Work order:
In the entries below, filter for the word "Calvi" and copy every matching line.

Supplied entries:
• • • • • • •
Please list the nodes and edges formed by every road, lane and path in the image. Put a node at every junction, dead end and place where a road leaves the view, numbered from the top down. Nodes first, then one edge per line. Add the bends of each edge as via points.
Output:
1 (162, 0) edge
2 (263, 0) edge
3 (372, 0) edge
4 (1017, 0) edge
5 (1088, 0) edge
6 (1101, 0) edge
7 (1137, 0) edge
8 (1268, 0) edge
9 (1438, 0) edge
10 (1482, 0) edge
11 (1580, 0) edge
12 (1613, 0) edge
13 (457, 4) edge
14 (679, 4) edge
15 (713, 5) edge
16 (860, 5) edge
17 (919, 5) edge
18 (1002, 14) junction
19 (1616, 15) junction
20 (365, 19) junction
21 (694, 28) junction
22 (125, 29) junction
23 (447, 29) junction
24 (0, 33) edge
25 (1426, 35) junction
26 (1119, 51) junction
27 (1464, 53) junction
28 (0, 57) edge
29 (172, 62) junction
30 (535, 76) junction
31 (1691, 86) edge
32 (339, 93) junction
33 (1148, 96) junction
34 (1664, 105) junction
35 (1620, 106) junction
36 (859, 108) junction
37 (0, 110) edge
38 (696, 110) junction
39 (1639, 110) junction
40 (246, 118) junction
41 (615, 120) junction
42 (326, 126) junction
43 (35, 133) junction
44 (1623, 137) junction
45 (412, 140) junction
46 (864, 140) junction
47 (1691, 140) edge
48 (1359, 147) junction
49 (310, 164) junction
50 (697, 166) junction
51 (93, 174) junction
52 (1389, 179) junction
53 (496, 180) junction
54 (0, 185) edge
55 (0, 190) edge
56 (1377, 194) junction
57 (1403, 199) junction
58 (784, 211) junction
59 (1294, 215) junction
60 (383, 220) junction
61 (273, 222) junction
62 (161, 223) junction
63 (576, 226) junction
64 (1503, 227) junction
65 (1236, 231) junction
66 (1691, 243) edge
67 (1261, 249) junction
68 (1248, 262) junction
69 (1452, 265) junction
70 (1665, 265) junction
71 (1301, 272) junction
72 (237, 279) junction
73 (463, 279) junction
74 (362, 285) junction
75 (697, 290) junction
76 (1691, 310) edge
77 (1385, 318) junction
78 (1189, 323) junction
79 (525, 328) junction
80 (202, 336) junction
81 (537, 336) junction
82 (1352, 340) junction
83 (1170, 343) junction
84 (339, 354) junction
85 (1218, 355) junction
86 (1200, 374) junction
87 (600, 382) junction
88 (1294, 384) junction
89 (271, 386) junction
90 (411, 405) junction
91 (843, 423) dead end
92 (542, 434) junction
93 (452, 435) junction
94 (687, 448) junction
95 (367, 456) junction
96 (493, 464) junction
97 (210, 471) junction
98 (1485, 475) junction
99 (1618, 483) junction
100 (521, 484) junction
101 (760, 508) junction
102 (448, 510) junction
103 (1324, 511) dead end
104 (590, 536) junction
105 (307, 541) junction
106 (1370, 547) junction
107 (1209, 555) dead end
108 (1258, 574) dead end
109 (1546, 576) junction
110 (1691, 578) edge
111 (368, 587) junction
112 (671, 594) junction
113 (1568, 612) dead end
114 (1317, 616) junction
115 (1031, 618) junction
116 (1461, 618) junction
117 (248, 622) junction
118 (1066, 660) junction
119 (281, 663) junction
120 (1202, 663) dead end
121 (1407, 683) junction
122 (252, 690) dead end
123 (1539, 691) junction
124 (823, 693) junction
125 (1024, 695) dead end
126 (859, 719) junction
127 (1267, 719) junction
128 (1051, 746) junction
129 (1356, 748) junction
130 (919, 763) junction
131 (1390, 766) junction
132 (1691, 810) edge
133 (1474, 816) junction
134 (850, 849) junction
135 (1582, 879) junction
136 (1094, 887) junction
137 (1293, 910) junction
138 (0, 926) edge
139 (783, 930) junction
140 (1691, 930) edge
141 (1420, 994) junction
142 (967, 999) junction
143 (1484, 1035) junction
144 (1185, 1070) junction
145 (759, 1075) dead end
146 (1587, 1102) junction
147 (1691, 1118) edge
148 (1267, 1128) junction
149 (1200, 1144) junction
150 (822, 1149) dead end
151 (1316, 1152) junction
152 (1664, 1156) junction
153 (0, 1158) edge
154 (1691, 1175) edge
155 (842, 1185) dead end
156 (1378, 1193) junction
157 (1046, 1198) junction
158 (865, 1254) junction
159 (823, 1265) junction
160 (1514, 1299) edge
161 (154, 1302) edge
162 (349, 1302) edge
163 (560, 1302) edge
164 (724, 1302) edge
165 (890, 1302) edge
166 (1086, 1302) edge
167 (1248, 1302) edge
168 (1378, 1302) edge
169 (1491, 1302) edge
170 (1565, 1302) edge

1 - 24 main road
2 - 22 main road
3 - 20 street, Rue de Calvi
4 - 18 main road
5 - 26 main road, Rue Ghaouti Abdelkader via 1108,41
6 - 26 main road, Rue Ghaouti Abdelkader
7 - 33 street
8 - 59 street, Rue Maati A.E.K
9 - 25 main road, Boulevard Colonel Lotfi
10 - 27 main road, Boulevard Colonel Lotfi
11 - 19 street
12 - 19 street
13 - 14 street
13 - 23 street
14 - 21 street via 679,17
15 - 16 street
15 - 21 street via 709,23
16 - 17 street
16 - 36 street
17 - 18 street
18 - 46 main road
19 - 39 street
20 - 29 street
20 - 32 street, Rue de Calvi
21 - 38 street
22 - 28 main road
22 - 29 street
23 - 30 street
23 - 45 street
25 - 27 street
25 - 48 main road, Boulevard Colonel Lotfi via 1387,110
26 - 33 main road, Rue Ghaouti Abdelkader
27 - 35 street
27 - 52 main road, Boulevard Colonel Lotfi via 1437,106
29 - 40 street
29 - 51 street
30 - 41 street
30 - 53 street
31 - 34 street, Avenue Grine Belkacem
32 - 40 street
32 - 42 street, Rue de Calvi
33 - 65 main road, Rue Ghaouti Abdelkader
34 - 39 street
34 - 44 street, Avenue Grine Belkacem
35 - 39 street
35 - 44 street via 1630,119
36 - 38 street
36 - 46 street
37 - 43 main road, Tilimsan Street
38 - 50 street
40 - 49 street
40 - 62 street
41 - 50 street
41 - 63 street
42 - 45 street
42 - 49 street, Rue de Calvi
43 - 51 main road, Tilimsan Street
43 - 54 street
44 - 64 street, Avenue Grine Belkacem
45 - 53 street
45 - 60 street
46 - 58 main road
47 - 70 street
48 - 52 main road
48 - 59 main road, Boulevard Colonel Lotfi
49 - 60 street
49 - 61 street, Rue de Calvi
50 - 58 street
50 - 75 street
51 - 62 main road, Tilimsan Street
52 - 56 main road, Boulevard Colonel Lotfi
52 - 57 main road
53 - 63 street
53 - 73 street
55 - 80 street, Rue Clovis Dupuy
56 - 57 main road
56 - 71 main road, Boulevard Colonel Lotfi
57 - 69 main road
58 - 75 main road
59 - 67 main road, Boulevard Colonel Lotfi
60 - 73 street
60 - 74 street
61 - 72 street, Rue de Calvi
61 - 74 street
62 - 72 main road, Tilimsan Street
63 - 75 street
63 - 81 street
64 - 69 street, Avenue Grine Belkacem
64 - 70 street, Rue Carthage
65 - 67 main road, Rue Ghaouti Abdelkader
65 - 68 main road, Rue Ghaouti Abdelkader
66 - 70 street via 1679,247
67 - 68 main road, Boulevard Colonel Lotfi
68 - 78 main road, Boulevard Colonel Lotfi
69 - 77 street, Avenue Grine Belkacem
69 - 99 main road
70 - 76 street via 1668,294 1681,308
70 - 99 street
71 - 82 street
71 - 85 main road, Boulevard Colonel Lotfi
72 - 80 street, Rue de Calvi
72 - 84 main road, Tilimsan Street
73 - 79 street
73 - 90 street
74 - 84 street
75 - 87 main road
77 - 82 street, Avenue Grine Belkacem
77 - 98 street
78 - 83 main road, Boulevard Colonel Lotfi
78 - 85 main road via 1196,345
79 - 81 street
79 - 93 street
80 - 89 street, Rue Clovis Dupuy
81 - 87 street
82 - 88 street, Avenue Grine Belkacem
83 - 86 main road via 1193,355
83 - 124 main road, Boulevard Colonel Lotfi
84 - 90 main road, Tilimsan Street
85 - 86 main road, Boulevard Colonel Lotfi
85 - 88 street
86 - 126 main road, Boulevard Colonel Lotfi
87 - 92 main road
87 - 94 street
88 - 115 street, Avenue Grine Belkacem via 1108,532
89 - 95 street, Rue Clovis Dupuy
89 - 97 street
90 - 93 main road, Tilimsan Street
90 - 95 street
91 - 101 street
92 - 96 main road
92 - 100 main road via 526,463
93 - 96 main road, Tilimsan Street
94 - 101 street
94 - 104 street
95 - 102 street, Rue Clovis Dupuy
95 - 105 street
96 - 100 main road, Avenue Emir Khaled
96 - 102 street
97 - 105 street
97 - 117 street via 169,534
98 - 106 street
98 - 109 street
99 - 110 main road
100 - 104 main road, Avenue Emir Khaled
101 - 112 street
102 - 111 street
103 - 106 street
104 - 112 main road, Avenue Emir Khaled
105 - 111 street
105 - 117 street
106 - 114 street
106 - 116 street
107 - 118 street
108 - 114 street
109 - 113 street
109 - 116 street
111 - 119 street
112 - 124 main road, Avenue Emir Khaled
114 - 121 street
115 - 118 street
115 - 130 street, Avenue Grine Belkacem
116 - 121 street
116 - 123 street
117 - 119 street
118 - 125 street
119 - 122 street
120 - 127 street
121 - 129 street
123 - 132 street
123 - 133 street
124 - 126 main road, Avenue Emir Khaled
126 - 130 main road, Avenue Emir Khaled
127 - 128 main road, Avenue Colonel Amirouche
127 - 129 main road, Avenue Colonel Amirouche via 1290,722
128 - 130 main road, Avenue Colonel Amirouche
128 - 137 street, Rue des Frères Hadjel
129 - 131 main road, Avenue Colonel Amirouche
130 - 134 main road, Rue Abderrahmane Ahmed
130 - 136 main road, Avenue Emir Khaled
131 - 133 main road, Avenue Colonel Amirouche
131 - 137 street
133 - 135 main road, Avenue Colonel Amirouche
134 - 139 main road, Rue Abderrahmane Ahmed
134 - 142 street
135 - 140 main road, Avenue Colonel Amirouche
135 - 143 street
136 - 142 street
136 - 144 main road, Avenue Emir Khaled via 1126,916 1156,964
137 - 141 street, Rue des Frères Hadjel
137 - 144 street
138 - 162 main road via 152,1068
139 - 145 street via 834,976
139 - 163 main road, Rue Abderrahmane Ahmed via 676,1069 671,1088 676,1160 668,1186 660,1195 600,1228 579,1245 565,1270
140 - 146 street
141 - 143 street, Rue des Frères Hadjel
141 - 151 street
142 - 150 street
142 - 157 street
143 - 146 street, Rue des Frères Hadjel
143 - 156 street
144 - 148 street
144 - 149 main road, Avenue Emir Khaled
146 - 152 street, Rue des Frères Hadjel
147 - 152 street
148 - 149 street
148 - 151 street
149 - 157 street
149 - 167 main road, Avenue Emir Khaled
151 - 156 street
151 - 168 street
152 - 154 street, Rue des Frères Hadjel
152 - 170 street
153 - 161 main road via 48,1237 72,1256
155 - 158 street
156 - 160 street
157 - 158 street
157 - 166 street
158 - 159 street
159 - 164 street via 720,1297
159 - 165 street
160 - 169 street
• • • • • • •
Written reply:
3 - 20 street, Rue de Calvi
20 - 32 street, Rue de Calvi
32 - 42 street, Rue de Calvi
42 - 49 street, Rue de Calvi
49 - 61 street, Rue de Calvi
61 - 72 street, Rue de Calvi
72 - 80 street, Rue de Calvi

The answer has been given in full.